One of my main issues is that casual or indirect harassment typically comes from a male gaze and is usually passively demeaning. For instance, at my current workplace, there is very little actual “work” that gets done. Additionally, my job primarily has male employees and mostly male customers. This unfortunately means I have to deal with customers who stare at my boobs behind sunglasses, constantly call me “sweetie” or “honey” (I am a person, not food), “compliment” my hair or attire, and a host of other minor, harmlessly demeaning comments and interactions. It isn’t bad enough for me to quit (I need money more than I need self-esteem apparently), but for every bad customer there are a few nice ones to make up for it. What is worse than the customers are my coworkers, who almost universally are sexist and bigoted.For instance, one day at work I wore a nice retro style dress and decided the store need to be vacuumed. Immediately, one of my coworkers made a comment about how I should be a housewife and then said I should get on my knees and dust something. However, because they aren’t always overt about their prejudices, it becomes difficult to resist their created environment. I tried to fight against their pervasive opinions but it’s tiring to the point where I don’t bother resisting them. I either shake my head or just say nothing. I cannot change these people, but it’s an oppressive environment. What’s worse is that they are not special and unique. Every other work environment I’ve been a part of has had it’s own culture of bigotry.

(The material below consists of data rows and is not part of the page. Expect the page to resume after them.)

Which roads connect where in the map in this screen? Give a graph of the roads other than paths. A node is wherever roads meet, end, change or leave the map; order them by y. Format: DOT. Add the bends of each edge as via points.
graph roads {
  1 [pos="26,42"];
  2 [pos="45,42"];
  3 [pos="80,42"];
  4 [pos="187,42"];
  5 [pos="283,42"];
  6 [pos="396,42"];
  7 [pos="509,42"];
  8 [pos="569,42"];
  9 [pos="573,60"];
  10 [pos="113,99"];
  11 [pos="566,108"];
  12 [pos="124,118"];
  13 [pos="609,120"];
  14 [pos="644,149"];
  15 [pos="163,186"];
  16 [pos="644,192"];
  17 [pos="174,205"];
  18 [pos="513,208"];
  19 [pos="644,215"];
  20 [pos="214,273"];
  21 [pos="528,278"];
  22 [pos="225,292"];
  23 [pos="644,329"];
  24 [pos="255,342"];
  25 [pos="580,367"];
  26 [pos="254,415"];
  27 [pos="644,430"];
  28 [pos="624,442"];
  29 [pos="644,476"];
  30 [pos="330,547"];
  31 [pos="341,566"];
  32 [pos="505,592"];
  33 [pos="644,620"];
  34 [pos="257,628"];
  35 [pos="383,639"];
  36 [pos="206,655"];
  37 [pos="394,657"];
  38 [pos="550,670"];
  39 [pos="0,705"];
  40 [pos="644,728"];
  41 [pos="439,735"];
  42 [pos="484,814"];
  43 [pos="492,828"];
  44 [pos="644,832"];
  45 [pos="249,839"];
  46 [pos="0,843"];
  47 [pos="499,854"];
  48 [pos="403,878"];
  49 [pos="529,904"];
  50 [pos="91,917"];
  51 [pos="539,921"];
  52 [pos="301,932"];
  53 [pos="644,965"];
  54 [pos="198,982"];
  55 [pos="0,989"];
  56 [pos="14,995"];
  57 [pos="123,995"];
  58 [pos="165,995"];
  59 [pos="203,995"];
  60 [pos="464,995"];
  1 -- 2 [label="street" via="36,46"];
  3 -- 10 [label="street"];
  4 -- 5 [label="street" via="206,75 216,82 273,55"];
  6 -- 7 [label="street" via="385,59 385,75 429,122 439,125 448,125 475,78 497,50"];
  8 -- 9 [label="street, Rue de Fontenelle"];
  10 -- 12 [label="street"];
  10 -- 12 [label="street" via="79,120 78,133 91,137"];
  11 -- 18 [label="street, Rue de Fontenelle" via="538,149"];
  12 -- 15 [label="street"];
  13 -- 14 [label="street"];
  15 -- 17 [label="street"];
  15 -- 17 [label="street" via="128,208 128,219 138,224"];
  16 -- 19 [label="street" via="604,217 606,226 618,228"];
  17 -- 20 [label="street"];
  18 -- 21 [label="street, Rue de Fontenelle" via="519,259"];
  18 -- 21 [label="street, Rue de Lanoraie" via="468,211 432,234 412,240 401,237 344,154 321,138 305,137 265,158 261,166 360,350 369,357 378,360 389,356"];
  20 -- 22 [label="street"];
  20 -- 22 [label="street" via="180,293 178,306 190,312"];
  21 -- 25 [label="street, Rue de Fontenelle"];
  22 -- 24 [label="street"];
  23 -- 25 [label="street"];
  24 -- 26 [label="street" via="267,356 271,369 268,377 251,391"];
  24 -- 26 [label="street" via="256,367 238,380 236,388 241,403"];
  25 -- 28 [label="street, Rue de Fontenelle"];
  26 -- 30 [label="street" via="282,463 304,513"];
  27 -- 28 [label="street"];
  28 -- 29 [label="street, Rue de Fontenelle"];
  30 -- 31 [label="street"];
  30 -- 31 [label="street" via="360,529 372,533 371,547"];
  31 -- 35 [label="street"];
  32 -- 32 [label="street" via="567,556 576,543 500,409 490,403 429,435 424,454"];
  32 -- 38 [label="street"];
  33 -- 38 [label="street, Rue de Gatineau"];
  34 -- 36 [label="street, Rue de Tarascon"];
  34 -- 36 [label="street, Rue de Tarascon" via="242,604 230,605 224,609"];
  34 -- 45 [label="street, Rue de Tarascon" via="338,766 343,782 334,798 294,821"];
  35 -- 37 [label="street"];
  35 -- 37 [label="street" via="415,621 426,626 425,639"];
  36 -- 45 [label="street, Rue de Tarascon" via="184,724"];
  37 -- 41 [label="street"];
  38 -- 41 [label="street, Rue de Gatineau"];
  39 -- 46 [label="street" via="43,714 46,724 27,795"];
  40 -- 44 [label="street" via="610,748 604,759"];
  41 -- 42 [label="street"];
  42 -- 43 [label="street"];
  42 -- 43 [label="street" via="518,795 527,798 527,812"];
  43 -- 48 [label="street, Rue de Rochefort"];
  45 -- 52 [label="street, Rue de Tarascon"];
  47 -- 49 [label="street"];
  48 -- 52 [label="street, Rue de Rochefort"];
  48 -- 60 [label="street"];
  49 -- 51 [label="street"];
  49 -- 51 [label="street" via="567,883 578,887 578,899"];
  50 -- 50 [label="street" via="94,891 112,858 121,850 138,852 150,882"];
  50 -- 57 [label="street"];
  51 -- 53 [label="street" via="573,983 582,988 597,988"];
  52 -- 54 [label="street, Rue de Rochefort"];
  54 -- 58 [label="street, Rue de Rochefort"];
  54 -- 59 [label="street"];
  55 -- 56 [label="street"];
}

For instance, no one in retail likes Indians. No one. Every single job I have had is biased against them and while at first I resisted it, now I have joined them. Whenever I see an Indian in one of my stores, I assume they will smell, take forever, and be incredibly cheap. Obviously, this is a gross stereotype. But I have that now because of my environment. I’ve assimilated. As a minority opinion (Lesbians are not all man hating privilege seeking entitled bitches), no one listens to me and so I’ve just stopped bothering to disagree out loud, and my silence becomes acceptance, or at least compliance. Given the choice, I would work somewhere else, as it seems many other people with similar opinions have done. At my workplace, they had hired a gay man before me, but because of the bigoted environment, he did not feel comfortable and chose to leave. Bigotry has almost become normalized in my mind and that is wrong. We need to slowly change what is and is not acceptable in the workplace (and outside of it). And I definitely need to take more of a stance against it.

Recently, I chose to share with one of my coworkers that I am not straight. Despite his previous adamant denigration of lesbians previously, he accepted my statement by saying “That’s hot.” One form of bigotry met with another form of sexual objectification. Any woman who comes into my work has her body commented on after she leaves, each of my coworkers has his “girl” of the regular customers, and every male employee has made negative comments about women whose bodies do not meet their expectations. This is what I deal with on a regular basis. This is what many people deal with on a regular basis. Because this is “normal”.